:: EXERCISE INSTRUCTIONS ::
Whenever a picture appears, leave it out while repeating all the other data exactly.

Stored data entries:
****************
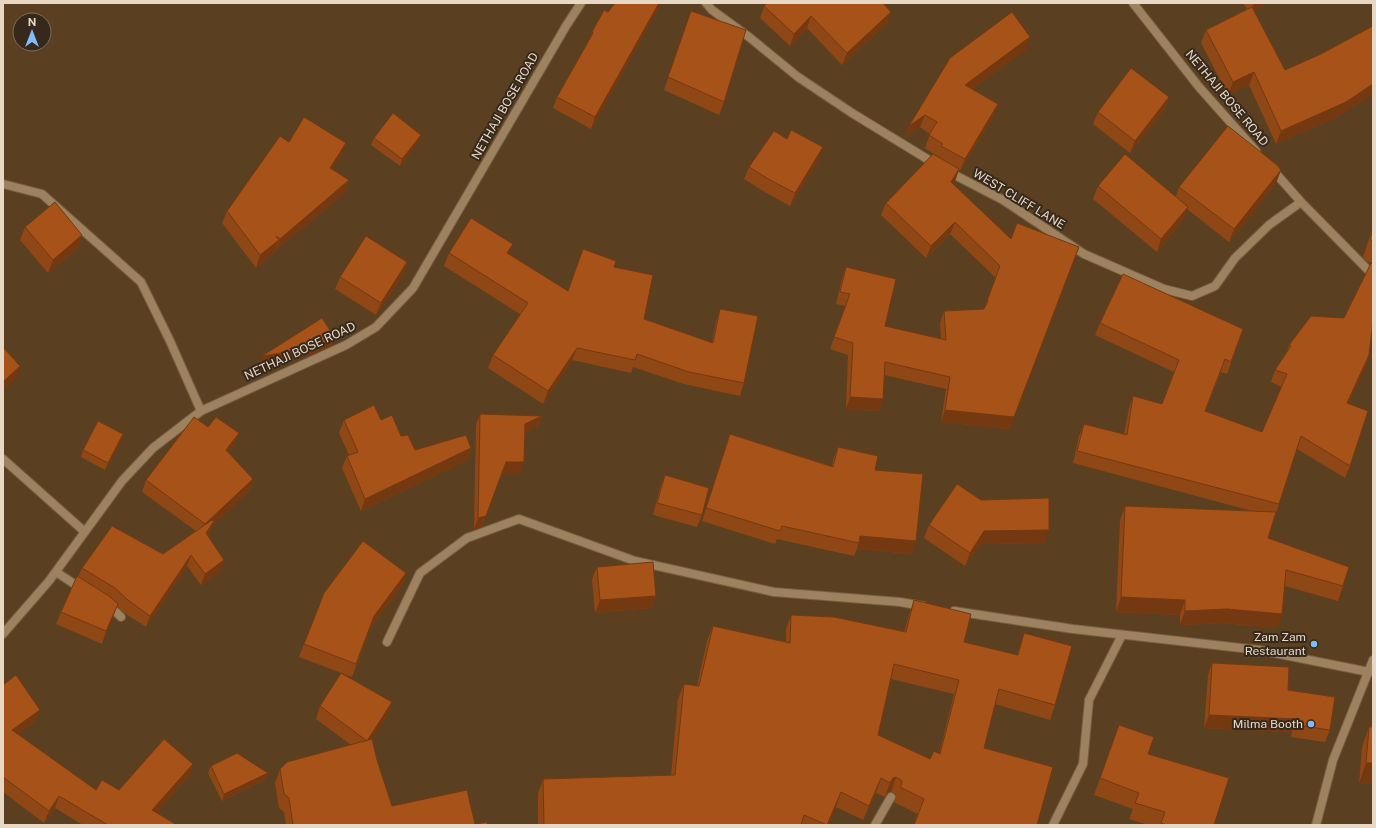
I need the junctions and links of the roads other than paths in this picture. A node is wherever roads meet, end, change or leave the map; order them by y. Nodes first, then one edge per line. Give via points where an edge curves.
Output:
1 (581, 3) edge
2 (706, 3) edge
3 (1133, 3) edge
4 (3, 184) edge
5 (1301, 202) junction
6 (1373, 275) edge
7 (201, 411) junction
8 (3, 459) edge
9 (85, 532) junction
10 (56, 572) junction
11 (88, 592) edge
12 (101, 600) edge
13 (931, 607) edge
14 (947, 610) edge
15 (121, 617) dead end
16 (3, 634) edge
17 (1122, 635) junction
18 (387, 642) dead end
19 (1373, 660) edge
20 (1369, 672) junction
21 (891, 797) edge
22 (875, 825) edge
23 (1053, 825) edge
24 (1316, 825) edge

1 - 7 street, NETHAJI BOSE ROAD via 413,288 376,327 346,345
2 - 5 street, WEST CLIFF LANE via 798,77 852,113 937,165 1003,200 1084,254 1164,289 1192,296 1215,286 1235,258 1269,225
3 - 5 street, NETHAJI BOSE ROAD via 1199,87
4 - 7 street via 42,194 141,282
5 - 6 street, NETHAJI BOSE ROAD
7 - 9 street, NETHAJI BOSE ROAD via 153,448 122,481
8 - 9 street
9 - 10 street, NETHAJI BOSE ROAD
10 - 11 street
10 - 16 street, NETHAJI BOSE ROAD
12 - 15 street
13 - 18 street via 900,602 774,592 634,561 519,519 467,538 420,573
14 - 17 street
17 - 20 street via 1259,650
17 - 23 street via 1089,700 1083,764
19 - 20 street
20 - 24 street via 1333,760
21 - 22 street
****************
:: WRITTEN RESPONSE ::
I need the junctions and links of the roads other than paths in this picture. A node is wherever roads meet, end, change or leave the map; order them by y. Nodes first, then one edge per line. Give via points where an edge curves.
Output:
1 (581, 3) edge
2 (706, 3) edge
3 (1133, 3) edge
4 (3, 184) edge
5 (1301, 202) junction
6 (1373, 275) edge
7 (201, 411) junction
8 (3, 459) edge
9 (85, 532) junction
10 (56, 572) junction
11 (88, 592) edge
12 (101, 600) edge
13 (931, 607) edge
14 (947, 610) edge
15 (121, 617) dead end
16 (3, 634) edge
17 (1122, 635) junction
18 (387, 642) dead end
19 (1373, 660) edge
20 (1369, 672) junction
21 (891, 797) edge
22 (875, 825) edge
23 (1053, 825) edge
24 (1316, 825) edge

1 - 7 street, NETHAJI BOSE ROAD via 413,288 376,327 346,345
2 - 5 street, WEST CLIFF LANE via 798,77 852,113 937,165 1003,200 1084,254 1164,289 1192,296 1215,286 1235,258 1269,225
3 - 5 street, NETHAJI BOSE ROAD via 1199,87
4 - 7 street via 42,194 141,282
5 - 6 street, NETHAJI BOSE ROAD
7 - 9 street, NETHAJI BOSE ROAD via 153,448 122,481
8 - 9 street
9 - 10 street, NETHAJI BOSE ROAD
10 - 11 street
10 - 16 street, NETHAJI BOSE ROAD
12 - 15 street
13 - 18 street via 900,602 774,592 634,561 519,519 467,538 420,573
14 - 17 street
17 - 20 street via 1259,650
17 - 23 street via 1089,700 1083,764
19 - 20 street
20 - 24 street via 1333,760
21 - 22 street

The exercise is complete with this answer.